### [AIM OF THE EXERCISE]
Please copy out every line of the data word for word.
BEGIN SOURCE INFORMATION
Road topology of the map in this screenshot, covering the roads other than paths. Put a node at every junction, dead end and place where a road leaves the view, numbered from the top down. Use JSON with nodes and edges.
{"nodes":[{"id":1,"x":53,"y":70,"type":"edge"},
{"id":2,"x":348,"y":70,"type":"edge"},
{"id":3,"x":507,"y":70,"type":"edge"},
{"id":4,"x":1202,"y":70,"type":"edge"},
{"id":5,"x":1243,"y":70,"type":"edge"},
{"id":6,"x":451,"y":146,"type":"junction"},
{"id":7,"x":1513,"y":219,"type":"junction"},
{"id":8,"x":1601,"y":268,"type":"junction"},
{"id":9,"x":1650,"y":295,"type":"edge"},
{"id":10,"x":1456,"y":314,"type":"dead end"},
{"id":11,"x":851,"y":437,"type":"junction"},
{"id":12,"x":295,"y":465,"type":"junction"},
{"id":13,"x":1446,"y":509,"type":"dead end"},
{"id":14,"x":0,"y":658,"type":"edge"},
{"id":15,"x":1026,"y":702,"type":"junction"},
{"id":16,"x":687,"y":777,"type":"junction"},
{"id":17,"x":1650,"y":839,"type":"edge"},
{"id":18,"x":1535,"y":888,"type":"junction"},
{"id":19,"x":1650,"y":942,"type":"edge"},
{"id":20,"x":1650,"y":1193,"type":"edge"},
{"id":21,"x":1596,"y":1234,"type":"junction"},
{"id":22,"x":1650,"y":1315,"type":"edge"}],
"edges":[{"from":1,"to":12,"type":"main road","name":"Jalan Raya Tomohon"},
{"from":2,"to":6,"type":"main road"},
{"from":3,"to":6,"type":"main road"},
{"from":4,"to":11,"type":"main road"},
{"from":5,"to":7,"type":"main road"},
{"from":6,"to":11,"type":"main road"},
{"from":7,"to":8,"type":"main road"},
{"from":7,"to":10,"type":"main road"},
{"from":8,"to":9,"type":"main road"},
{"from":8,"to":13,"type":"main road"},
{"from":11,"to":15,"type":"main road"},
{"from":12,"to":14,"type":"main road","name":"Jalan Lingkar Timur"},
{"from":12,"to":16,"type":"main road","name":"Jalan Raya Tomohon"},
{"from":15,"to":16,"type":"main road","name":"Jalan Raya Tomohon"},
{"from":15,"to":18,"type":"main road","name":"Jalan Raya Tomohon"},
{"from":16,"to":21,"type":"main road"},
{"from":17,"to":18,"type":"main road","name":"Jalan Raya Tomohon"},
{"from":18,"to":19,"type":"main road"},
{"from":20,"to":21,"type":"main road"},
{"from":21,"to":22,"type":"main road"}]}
END SOURCE INFORMATION
### [ANSWER SPACE]
Road topology of the map in this screenshot, covering the roads other than paths. Put a node at every junction, dead end and place where a road leaves the view, numbered from the top down. Use JSON with nodes and edges.
{"nodes":[{"id":1,"x":53,"y":70,"type":"edge"},
{"id":2,"x":348,"y":70,"type":"edge"},
{"id":3,"x":507,"y":70,"type":"edge"},
{"id":4,"x":1202,"y":70,"type":"edge"},
{"id":5,"x":1243,"y":70,"type":"edge"},
{"id":6,"x":451,"y":146,"type":"junction"},
{"id":7,"x":1513,"y":219,"type":"junction"},
{"id":8,"x":1601,"y":268,"type":"junction"},
{"id":9,"x":1650,"y":295,"type":"edge"},
{"id":10,"x":1456,"y":314,"type":"dead end"},
{"id":11,"x":851,"y":437,"type":"junction"},
{"id":12,"x":295,"y":465,"type":"junction"},
{"id":13,"x":1446,"y":509,"type":"dead end"},
{"id":14,"x":0,"y":658,"type":"edge"},
{"id":15,"x":1026,"y":702,"type":"junction"},
{"id":16,"x":687,"y":777,"type":"junction"},
{"id":17,"x":1650,"y":839,"type":"edge"},
{"id":18,"x":1535,"y":888,"type":"junction"},
{"id":19,"x":1650,"y":942,"type":"edge"},
{"id":20,"x":1650,"y":1193,"type":"edge"},
{"id":21,"x":1596,"y":1234,"type":"junction"},
{"id":22,"x":1650,"y":1315,"type":"edge"}],
"edges":[{"from":1,"to":12,"type":"main road","name":"Jalan Raya Tomohon"},
{"from":2,"to":6,"type":"main road"},
{"from":3,"to":6,"type":"main road"},
{"from":4,"to":11,"type":"main road"},
{"from":5,"to":7,"type":"main road"},
{"from":6,"to":11,"type":"main road"},
{"from":7,"to":8,"type":"main road"},
{"from":7,"to":10,"type":"main road"},
{"from":8,"to":9,"type":"main road"},
{"from":8,"to":13,"type":"main road"},
{"from":11,"to":15,"type":"main road"},
{"from":12,"to":14,"type":"main road","name":"Jalan Lingkar Timur"},
{"from":12,"to":16,"type":"main road","name":"Jalan Raya Tomohon"},
{"from":15,"to":16,"type":"main road","name":"Jalan Raya Tomohon"},
{"from":15,"to":18,"type":"main road","name":"Jalan Raya Tomohon"},
{"from":16,"to":21,"type":"main road"},
{"from":17,"to":18,"type":"main road","name":"Jalan Raya Tomohon"},
{"from":18,"to":19,"type":"main road"},
{"from":20,"to":21,"type":"main road"},
{"from":21,"to":22,"type":"main road"}]}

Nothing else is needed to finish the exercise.